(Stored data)
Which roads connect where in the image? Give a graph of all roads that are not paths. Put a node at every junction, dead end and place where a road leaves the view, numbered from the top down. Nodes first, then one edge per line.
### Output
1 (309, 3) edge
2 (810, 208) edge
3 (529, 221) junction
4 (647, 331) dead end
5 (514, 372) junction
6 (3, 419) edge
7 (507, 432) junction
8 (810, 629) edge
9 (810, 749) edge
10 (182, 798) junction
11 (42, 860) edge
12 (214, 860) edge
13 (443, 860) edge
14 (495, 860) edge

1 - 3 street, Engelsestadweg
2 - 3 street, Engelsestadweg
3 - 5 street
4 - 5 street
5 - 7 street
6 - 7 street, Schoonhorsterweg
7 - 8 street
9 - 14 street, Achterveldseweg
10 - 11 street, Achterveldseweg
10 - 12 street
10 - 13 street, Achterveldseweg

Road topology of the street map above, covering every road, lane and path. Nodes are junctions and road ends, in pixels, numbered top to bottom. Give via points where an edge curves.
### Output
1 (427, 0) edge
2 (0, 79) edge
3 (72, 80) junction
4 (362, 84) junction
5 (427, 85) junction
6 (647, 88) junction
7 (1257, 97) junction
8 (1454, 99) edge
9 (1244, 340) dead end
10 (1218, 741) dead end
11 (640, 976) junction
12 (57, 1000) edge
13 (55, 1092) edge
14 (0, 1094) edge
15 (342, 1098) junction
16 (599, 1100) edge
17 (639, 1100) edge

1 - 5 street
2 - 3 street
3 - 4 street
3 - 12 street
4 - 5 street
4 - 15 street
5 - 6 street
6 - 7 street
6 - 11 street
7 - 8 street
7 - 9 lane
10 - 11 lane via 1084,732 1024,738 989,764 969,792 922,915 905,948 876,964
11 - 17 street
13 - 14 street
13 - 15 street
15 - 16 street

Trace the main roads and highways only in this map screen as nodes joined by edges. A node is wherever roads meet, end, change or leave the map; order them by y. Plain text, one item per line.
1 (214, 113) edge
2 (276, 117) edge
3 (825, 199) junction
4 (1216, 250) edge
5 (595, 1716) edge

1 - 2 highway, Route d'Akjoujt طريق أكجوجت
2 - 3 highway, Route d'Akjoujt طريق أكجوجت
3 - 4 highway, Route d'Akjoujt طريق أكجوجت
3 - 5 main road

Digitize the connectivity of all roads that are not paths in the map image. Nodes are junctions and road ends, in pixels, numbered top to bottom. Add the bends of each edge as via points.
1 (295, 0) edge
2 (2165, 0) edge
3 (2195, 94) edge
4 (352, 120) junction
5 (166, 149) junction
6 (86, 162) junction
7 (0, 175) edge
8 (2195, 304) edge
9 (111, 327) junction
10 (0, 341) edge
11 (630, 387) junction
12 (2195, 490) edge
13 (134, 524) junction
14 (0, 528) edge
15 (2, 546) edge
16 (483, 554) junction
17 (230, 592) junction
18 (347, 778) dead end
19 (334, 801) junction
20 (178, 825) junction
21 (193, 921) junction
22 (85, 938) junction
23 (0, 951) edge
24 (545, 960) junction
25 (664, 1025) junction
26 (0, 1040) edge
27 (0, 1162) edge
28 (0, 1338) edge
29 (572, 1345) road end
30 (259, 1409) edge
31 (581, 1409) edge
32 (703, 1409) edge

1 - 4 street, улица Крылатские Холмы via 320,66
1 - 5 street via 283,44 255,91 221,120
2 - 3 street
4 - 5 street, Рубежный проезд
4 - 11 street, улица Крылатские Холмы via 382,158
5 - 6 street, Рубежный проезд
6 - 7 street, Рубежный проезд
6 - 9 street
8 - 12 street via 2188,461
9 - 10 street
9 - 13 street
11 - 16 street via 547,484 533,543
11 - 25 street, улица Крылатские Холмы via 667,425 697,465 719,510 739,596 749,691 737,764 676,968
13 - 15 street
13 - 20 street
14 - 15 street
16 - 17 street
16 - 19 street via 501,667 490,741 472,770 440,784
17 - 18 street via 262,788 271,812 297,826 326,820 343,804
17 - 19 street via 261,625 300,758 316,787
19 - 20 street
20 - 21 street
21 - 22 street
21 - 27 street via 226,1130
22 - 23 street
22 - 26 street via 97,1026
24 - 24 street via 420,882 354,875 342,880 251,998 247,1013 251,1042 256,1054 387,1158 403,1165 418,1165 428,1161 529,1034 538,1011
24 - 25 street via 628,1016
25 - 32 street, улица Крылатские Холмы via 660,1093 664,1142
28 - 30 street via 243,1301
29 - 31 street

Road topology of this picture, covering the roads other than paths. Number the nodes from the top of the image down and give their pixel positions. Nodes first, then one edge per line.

**WHAT YOU WILL DO**: Retype the records above in full, with no differences.

**FINISHED TASK**:
Which roads connect where in the image? Give a graph of all roads that are not paths. Put a node at every junction, dead end and place where a road leaves the view, numbered from the top down. Nodes first, then one edge per line.
### Output
1 (309, 3) edge
2 (810, 208) edge
3 (529, 221) junction
4 (647, 331) dead end
5 (514, 372) junction
6 (3, 419) edge
7 (507, 432) junction
8 (810, 629) edge
9 (810, 749) edge
10 (182, 798) junction
11 (42, 860) edge
12 (214, 860) edge
13 (443, 860) edge
14 (495, 860) edge

1 - 3 street, Engelsestadweg
2 - 3 street, Engelsestadweg
3 - 5 street
4 - 5 street
5 - 7 street
6 - 7 street, Schoonhorsterweg
7 - 8 street
9 - 14 street, Achterveldseweg
10 - 11 street, Achterveldseweg
10 - 12 street
10 - 13 street, Achterveldseweg

Road topology of the street map above, covering every road, lane and path. Nodes are junctions and road ends, in pixels, numbered top to bottom. Give via points where an edge curves.
### Output
1 (427, 0) edge
2 (0, 79) edge
3 (72, 80) junction
4 (362, 84) junction
5 (427, 85) junction
6 (647, 88) junction
7 (1257, 97) junction
8 (1454, 99) edge
9 (1244, 340) dead end
10 (1218, 741) dead end
11 (640, 976) junction
12 (57, 1000) edge
13 (55, 1092) edge
14 (0, 1094) edge
15 (342, 1098) junction
16 (599, 1100) edge
17 (639, 1100) edge

1 - 5 street
2 - 3 street
3 - 4 street
3 - 12 street
4 - 5 street
4 - 15 street
5 - 6 street
6 - 7 street
6 - 11 street
7 - 8 street
7 - 9 lane
10 - 11 lane via 1084,732 1024,738 989,764 969,792 922,915 905,948 876,964
11 - 17 street
13 - 14 street
13 - 15 street
15 - 16 street

Trace the main roads and highways only in this map screen as nodes joined by edges. A node is wherever roads meet, end, change or leave the map; order them by y. Plain text, one item per line.
1 (214, 113) edge
2 (276, 117) edge
3 (825, 199) junction
4 (1216, 250) edge
5 (595, 1716) edge

1 - 2 highway, Route d'Akjoujt طريق أكجوجت
2 - 3 highway, Route d'Akjoujt طريق أكجوجت
3 - 4 highway, Route d'Akjoujt طريق أكجوجت
3 - 5 main road

Digitize the connectivity of all roads that are not paths in the map image. Nodes are junctions and road ends, in pixels, numbered top to bottom. Add the bends of each edge as via points.
1 (295, 0) edge
2 (2165, 0) edge
3 (2195, 94) edge
4 (352, 120) junction
5 (166, 149) junction
6 (86, 162) junction
7 (0, 175) edge
8 (2195, 304) edge
9 (111, 327) junction
10 (0, 341) edge
11 (630, 387) junction
12 (2195, 490) edge
13 (134, 524) junction
14 (0, 528) edge
15 (2, 546) edge
16 (483, 554) junction
17 (230, 592) junction
18 (347, 778) dead end
19 (334, 801) junction
20 (178, 825) junction
21 (193, 921) junction
22 (85, 938) junction
23 (0, 951) edge
24 (545, 960) junction
25 (664, 1025) junction
26 (0, 1040) edge
27 (0, 1162) edge
28 (0, 1338) edge
29 (572, 1345) road end
30 (259, 1409) edge
31 (581, 1409) edge
32 (703, 1409) edge

1 - 4 street, улица Крылатские Холмы via 320,66
1 - 5 street via 283,44 255,91 221,120
2 - 3 street
4 - 5 street, Рубежный проезд
4 - 11 street, улица Крылатские Холмы via 382,158
5 - 6 street, Рубежный проезд
6 - 7 street, Рубежный проезд
6 - 9 street
8 - 12 street via 2188,461
9 - 10 street
9 - 13 street
11 - 16 street via 547,484 533,543
11 - 25 street, улица Крылатские Холмы via 667,425 697,465 719,510 739,596 749,691 737,764 676,968
13 - 15 street
13 - 20 street
14 - 15 street
16 - 17 street
16 - 19 street via 501,667 490,741 472,770 440,784
17 - 18 street via 262,788 271,812 297,826 326,820 343,804
17 - 19 street via 261,625 300,758 316,787
19 - 20 street
20 - 21 street
21 - 22 street
21 - 27 street via 226,1130
22 - 23 street
22 - 26 street via 97,1026
24 - 24 street via 420,882 354,875 342,880 251,998 247,1013 251,1042 256,1054 387,1158 403,1165 418,1165 428,1161 529,1034 538,1011
24 - 25 street via 628,1016
25 - 32 street, улица Крылатские Холмы via 660,1093 664,1142
28 - 30 street via 243,1301
29 - 31 street

Road topology of this picture, covering the roads other than paths. Number the nodes from the top of the image down and give their pixel positions. Nodes first, then one edge per line.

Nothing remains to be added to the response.